Guys I'm so sorry to bug you again, but I went to the gp again and showed her my clumsy arm movement. Asked her specifically if it might be als, and she said possibly, and I asked about the emg and she said that a full emg will tell the true story.
I don't know anymore i feel helpless at the moment. Because the movements in my arm are soo stiff alsmost robotic, it has influnce on my daily activities, such as the glass to my mouth like I said and, now I'm also having problems bringing food to my mouth. I'm having wide fasciculations in my body (calves, thighs, butt, lots in the back, arms) although this could be anything. I also feel sort of traumatized, because whenever i see a glass i am like should pick it up, will it be clumsy? I also need to lean a lot on a table now because it feels better for my arm and i dont know moving my right arm feels so weird right now( as in uncoordinated), it's like I'm not supposed to do that movement (alsmost like a broken arm that has had a cast and then taken off, like there is a lack of control) movement such as: pointing something, holding my phone, givijg someone a glass) . My right hand also feels like cramping and this really is stressing me out.

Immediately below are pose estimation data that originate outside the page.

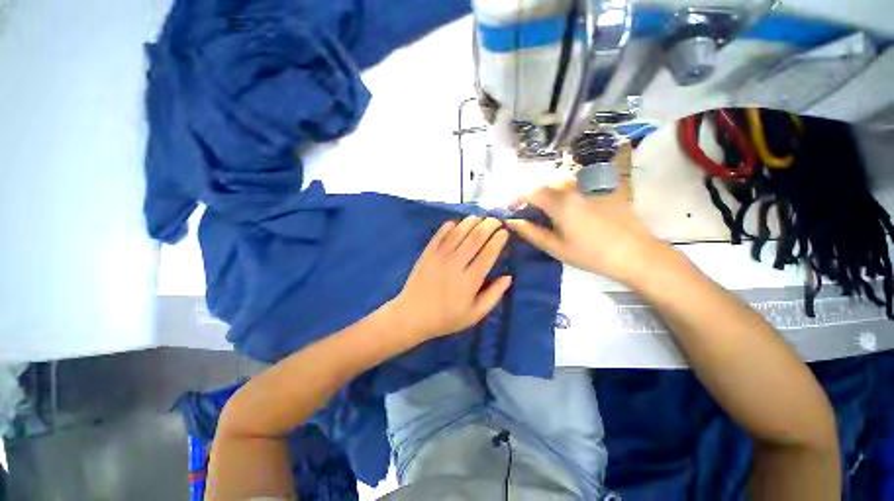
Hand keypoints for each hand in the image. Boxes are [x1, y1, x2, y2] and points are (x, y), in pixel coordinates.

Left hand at [389, 216, 512, 341]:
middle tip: (496, 221)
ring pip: (458, 232)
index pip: (488, 253)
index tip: (505, 232)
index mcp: (470, 280)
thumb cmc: (446, 318)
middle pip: (475, 238)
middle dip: (489, 225)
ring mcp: (439, 257)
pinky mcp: (427, 253)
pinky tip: (457, 223)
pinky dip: (450, 226)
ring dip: (471, 222)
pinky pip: (440, 235)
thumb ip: (493, 295)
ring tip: (480, 218)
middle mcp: (455, 264)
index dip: (498, 240)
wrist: (412, 316)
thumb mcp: (475, 314)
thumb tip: (508, 277)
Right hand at [506, 178, 669, 285]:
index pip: (530, 192)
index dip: (518, 200)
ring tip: (549, 215)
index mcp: (560, 201)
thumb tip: (511, 222)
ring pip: (561, 185)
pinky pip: (578, 188)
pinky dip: (566, 196)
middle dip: (532, 198)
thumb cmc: (590, 254)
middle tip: (530, 216)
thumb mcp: (555, 247)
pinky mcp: (603, 190)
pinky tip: (572, 213)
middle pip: (545, 186)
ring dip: (549, 196)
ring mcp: (591, 187)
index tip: (512, 212)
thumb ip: (530, 232)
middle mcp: (574, 188)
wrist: (635, 253)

I dont have better days and I dont know what to do, I'm so sorry to ask you again. I know I've been pushing too much, but my emg is in two weeks and the wait is killing me. My mom is here right now and whenever I see her I just break down, but she stays so positive though for me and that kind of helps but, it's not getting better. I hope it's not ALS, and I feel like my symptoms are different than of the other's I've read. Thanks again for reading the whole story. I'm so down right now. I'm still 22 and i know the odds are with me, but still it scares me so much.